[Saved data entries]
◆ ◆ ◆ ◆
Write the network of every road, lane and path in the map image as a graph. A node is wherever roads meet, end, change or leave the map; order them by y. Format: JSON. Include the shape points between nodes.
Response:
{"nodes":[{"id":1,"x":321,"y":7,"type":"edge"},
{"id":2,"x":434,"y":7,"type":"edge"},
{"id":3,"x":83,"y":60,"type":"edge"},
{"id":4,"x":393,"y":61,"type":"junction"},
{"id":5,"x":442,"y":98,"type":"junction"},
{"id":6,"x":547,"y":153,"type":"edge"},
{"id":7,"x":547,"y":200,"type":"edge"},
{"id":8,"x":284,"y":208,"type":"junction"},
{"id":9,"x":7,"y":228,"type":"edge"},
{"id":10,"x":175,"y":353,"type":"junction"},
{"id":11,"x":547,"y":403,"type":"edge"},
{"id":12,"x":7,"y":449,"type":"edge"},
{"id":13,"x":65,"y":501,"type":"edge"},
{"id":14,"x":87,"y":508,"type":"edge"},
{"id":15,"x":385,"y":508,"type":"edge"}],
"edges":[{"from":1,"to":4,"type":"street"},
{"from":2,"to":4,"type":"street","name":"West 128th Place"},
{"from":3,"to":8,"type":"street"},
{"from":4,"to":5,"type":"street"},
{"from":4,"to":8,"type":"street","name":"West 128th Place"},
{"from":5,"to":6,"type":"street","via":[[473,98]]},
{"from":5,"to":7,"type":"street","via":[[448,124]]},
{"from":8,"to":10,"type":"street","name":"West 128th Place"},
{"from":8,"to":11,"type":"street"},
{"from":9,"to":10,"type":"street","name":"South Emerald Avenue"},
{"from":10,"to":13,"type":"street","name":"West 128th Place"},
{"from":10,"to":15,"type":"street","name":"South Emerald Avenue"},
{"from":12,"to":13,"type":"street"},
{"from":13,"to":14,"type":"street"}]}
◆ ◆ ◆ ◆
TASK BRIEF → All of the entries should be transcribed exactly as they appear.

OUTPUT OF THE EXERCISE →
Write the network of every road, lane and path in the map image as a graph. A node is wherever roads meet, end, change or leave the map; order them by y. Format: JSON. Include the shape points between nodes.
Response:
{"nodes":[{"id":1,"x":321,"y":7,"type":"edge"},
{"id":2,"x":434,"y":7,"type":"edge"},
{"id":3,"x":83,"y":60,"type":"edge"},
{"id":4,"x":393,"y":61,"type":"junction"},
{"id":5,"x":442,"y":98,"type":"junction"},
{"id":6,"x":547,"y":153,"type":"edge"},
{"id":7,"x":547,"y":200,"type":"edge"},
{"id":8,"x":284,"y":208,"type":"junction"},
{"id":9,"x":7,"y":228,"type":"edge"},
{"id":10,"x":175,"y":353,"type":"junction"},
{"id":11,"x":547,"y":403,"type":"edge"},
{"id":12,"x":7,"y":449,"type":"edge"},
{"id":13,"x":65,"y":501,"type":"edge"},
{"id":14,"x":87,"y":508,"type":"edge"},
{"id":15,"x":385,"y":508,"type":"edge"}],
"edges":[{"from":1,"to":4,"type":"street"},
{"from":2,"to":4,"type":"street","name":"West 128th Place"},
{"from":3,"to":8,"type":"street"},
{"from":4,"to":5,"type":"street"},
{"from":4,"to":8,"type":"street","name":"West 128th Place"},
{"from":5,"to":6,"type":"street","via":[[473,98]]},
{"from":5,"to":7,"type":"street","via":[[448,124]]},
{"from":8,"to":10,"type":"street","name":"West 128th Place"},
{"from":8,"to":11,"type":"street"},
{"from":9,"to":10,"type":"street","name":"South Emerald Avenue"},
{"from":10,"to":13,"type":"street","name":"West 128th Place"},
{"from":10,"to":15,"type":"street","name":"South Emerald Avenue"},
{"from":12,"to":13,"type":"street"},
{"from":13,"to":14,"type":"street"}]}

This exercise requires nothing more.